Show Me Love (Swedish: Fucking Åmål) is a 1998 Swedish romantic comedy-drama film written and directed by Lukas Moodysson in his feature-length directorial debut. It stars Rebecka Liljeberg and Alexandra Dahlström as two seemingly disparate teenage girls who begin a tentative romantic relationship. The film was released theatrically in Sweden on 23 October 1998,[2] and premiered internationally at the 1998 Cannes Film Festival.

It received an overwhelmingly positive reception[3] and won four Guldbagge Awards (Sweden's official film awards) at the 1999 ceremony. Its international awards include the Teddy Award at the 1999 Berlin International Film Festival,[4] and the Special Jury Prize at the 34th Karlovy Vary International Film Festival. The film was selected as the Swedish entry for the Best Foreign Language Oscar at the 71st Academy Awards, but it did not make the final shortlist.

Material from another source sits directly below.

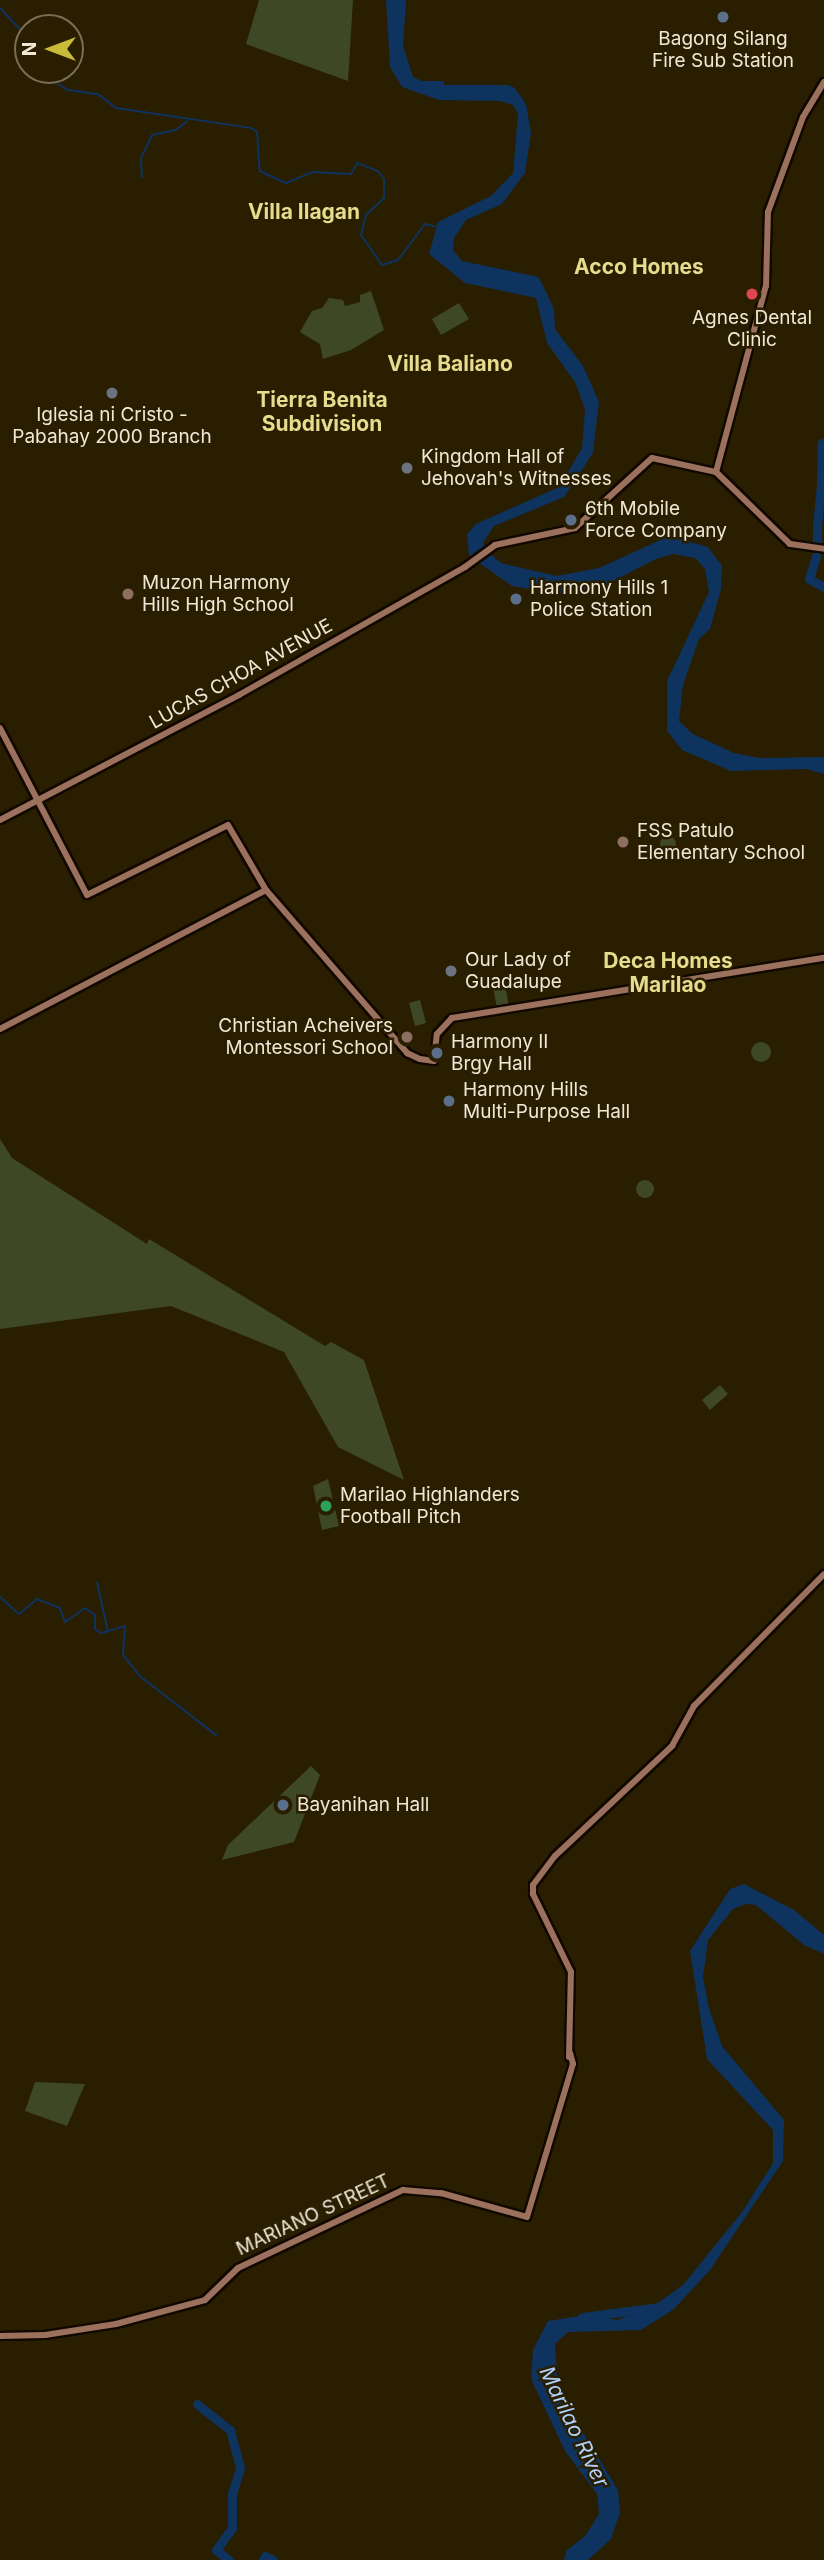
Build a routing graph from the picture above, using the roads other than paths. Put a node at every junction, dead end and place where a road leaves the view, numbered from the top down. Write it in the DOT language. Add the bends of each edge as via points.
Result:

The Swedish title refers to the small town of Åmål in Västra Götaland County, western Sweden. However, only a few scenes were filmed in Åmål,[5] and they were not included in the final product. Primary filming took place in the nearby town of Trollhättan, the location of producing company Film i Väst's studios.[6][7]


Two girls, Agnes and Elin, attend school in the small town of Åmål, Sweden. Elin is outgoing and popular but finds her life unsatisfying and dull. Agnes, by contrast, has no real friends and is constantly depressed. Agnes is in love with Elin but cannot find any way to express it.

Agnes's parents worry about their daughter's reclusive life and try to be reassuring. Her mother decides, against Agnes's will, to throw a 16th birthday party for her. Agnes is afraid no one will come. Viktoria, a girl in a wheelchair, shows up and Agnes shouts at her in front of her parents, telling her they are friends only because no one else will talk to them. Agnes, overcome with anger and depression, goes to her room and cries into her pillow shouting that she wishes she were dead, while her father tries to soothe her. Viktoria leaves and Agnes's family eats the food made for the party.

Elin arrives at Agnes's house, mainly as an excuse to avoid going to another party, where there will be a boy (Johan, played by Mathias Rust) she wants to avoid. Elin's older sister, Jessica, who comes with her, dares her to kiss Agnes, who is rumoured to be a lesbian. Elin fulfills the dare and then runs out with Jessica, only to soon feel guilty for having humiliated Agnes.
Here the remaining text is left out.